EXERCISE DIRECTIONS: The reply should hold only the lines below from the one with "pinky pip: (789, 896)" to the end, each copied exactly.
*** RECORDS SHOWN ***
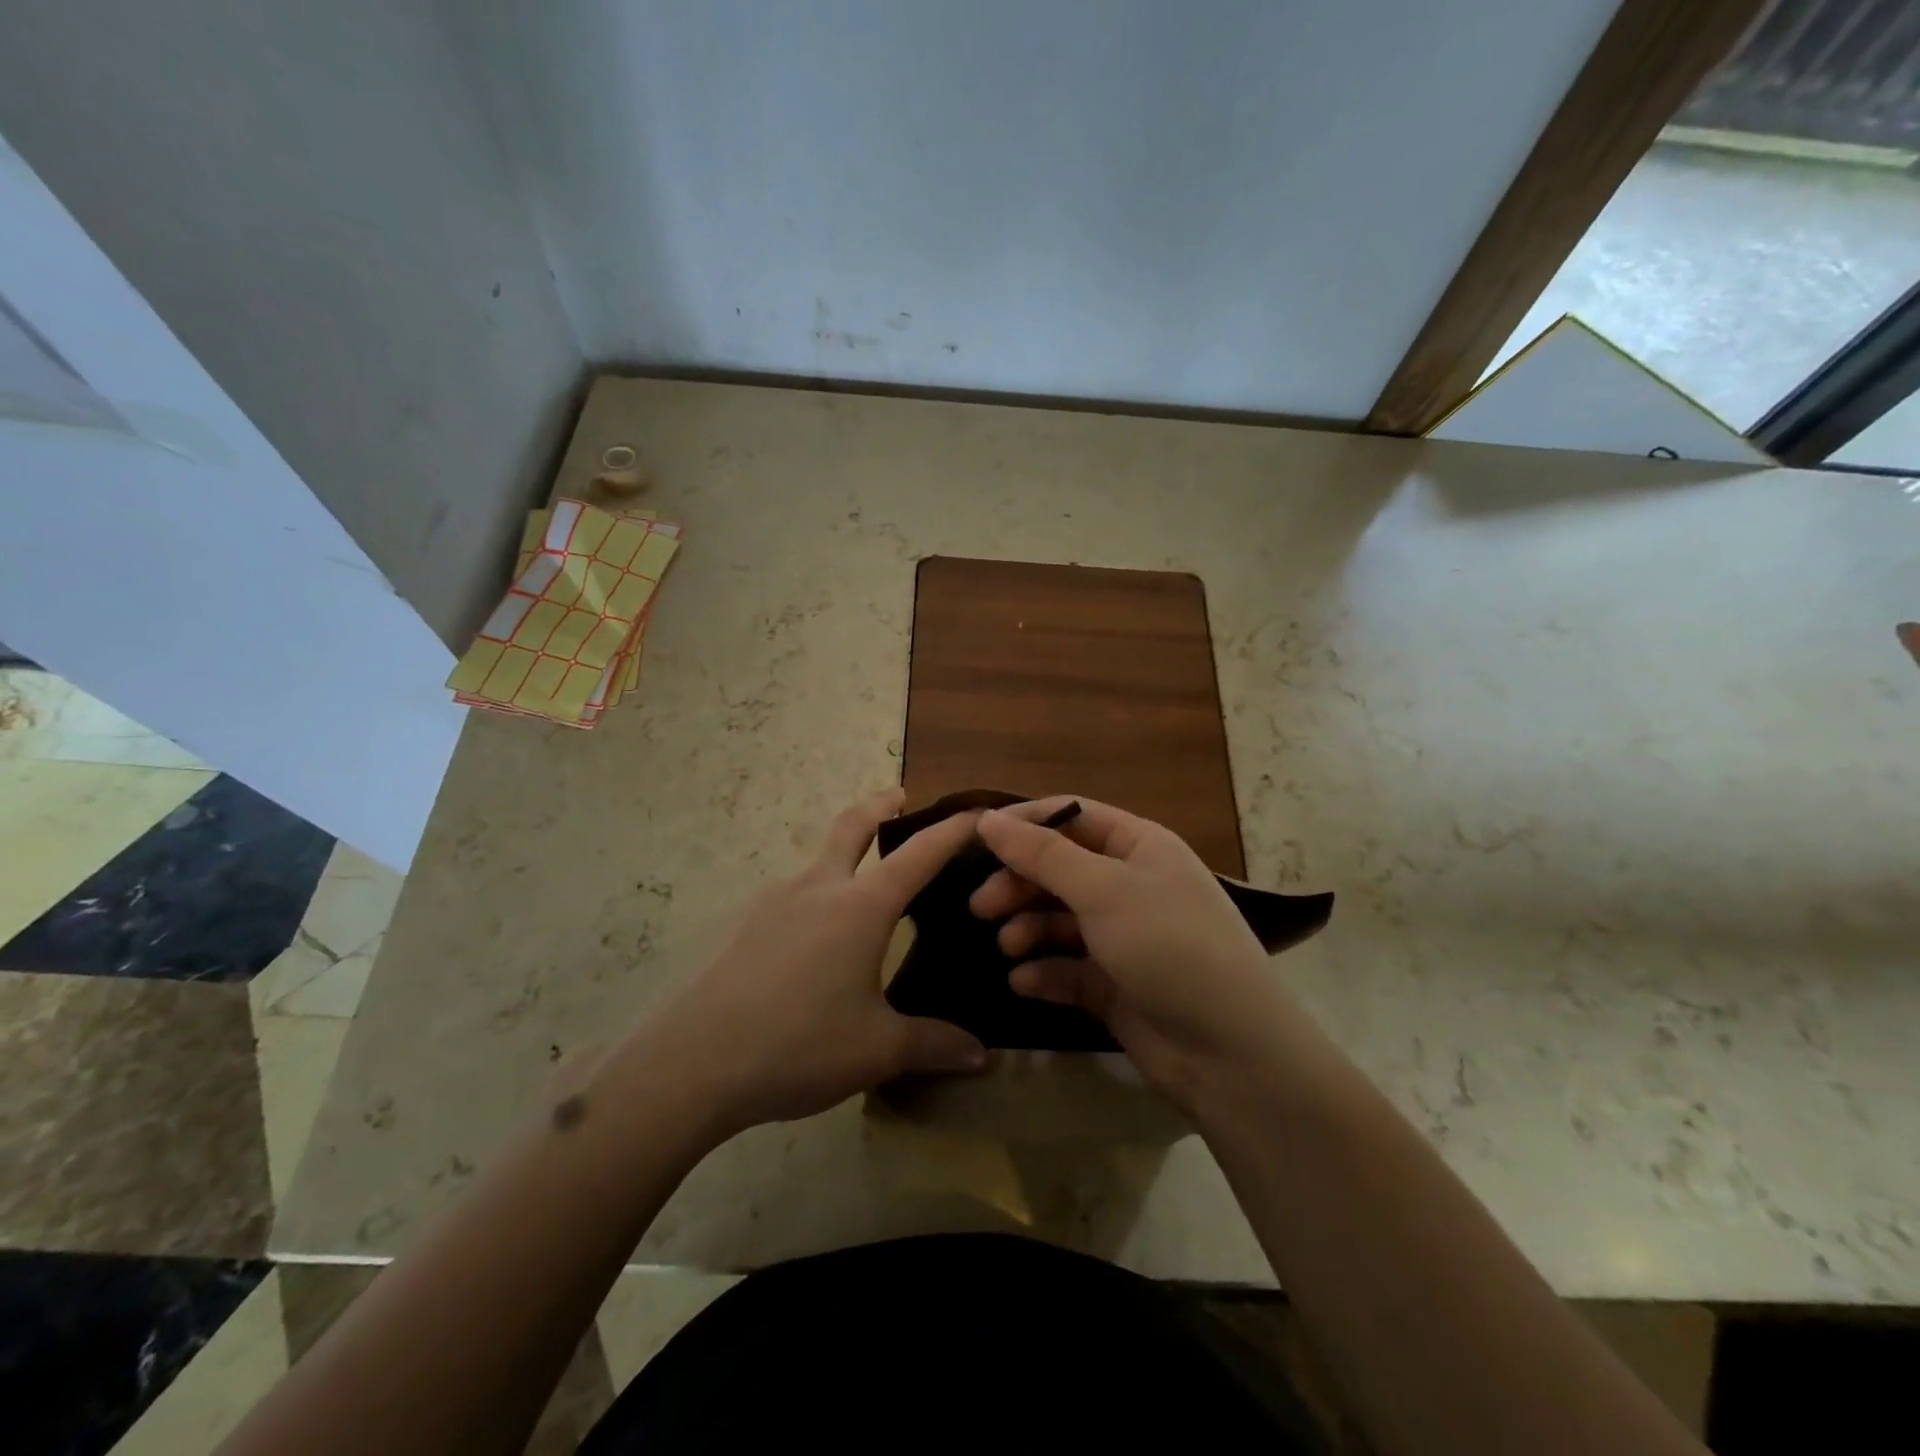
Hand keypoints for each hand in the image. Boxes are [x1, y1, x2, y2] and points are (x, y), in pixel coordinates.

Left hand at [633, 790, 988, 1138]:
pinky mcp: (743, 924)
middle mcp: (818, 888)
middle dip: (879, 805)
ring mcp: (773, 901)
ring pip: (817, 861)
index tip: (976, 813)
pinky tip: (812, 940)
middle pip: (852, 826)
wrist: (692, 1062)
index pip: (918, 855)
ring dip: (843, 856)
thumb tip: (982, 1057)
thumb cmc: (800, 1045)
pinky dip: (813, 896)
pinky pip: (789, 896)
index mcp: (861, 907)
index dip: (951, 831)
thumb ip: (934, 1045)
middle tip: (898, 797)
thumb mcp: (877, 1050)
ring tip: (860, 892)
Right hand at [971, 797, 1300, 1110]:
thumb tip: (988, 819)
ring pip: (1060, 920)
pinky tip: (1024, 982)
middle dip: (1020, 884)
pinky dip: (1045, 972)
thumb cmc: (1169, 946)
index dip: (1025, 824)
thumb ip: (1042, 854)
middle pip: (1061, 869)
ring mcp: (1124, 937)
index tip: (977, 839)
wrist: (1230, 1053)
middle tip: (980, 906)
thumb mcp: (1104, 890)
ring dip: (1029, 928)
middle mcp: (1131, 885)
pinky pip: (1069, 968)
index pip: (1072, 817)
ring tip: (1007, 945)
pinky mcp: (1115, 985)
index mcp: (1139, 846)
*** End of RECORDS SHOWN ***
RESPONSE AREA:
pinky pip: (789, 896)
index mcp: (861, 907)
index dip: (951, 831)
thumb ip: (934, 1045)
middle tip: (898, 797)
thumb mcp: (877, 1050)
ring tip: (860, 892)
Right hand at [971, 797, 1300, 1110]:
thumb tip: (988, 819)
ring pip: (1060, 920)
pinky tip: (1024, 982)
middle dip: (1020, 884)
pinky dip: (1045, 972)
thumb cmc: (1169, 946)
index dip: (1025, 824)
thumb ip: (1042, 854)
middle pip: (1061, 869)
ring mcp: (1124, 937)
index tip: (977, 839)
wrist: (1230, 1053)
middle tip: (980, 906)
thumb mcp: (1104, 890)
ring dip: (1029, 928)
middle mcp: (1131, 885)
pinky pip: (1069, 968)
index pip: (1072, 817)
ring tip: (1007, 945)
pinky mcp: (1115, 985)
index mcp: (1139, 846)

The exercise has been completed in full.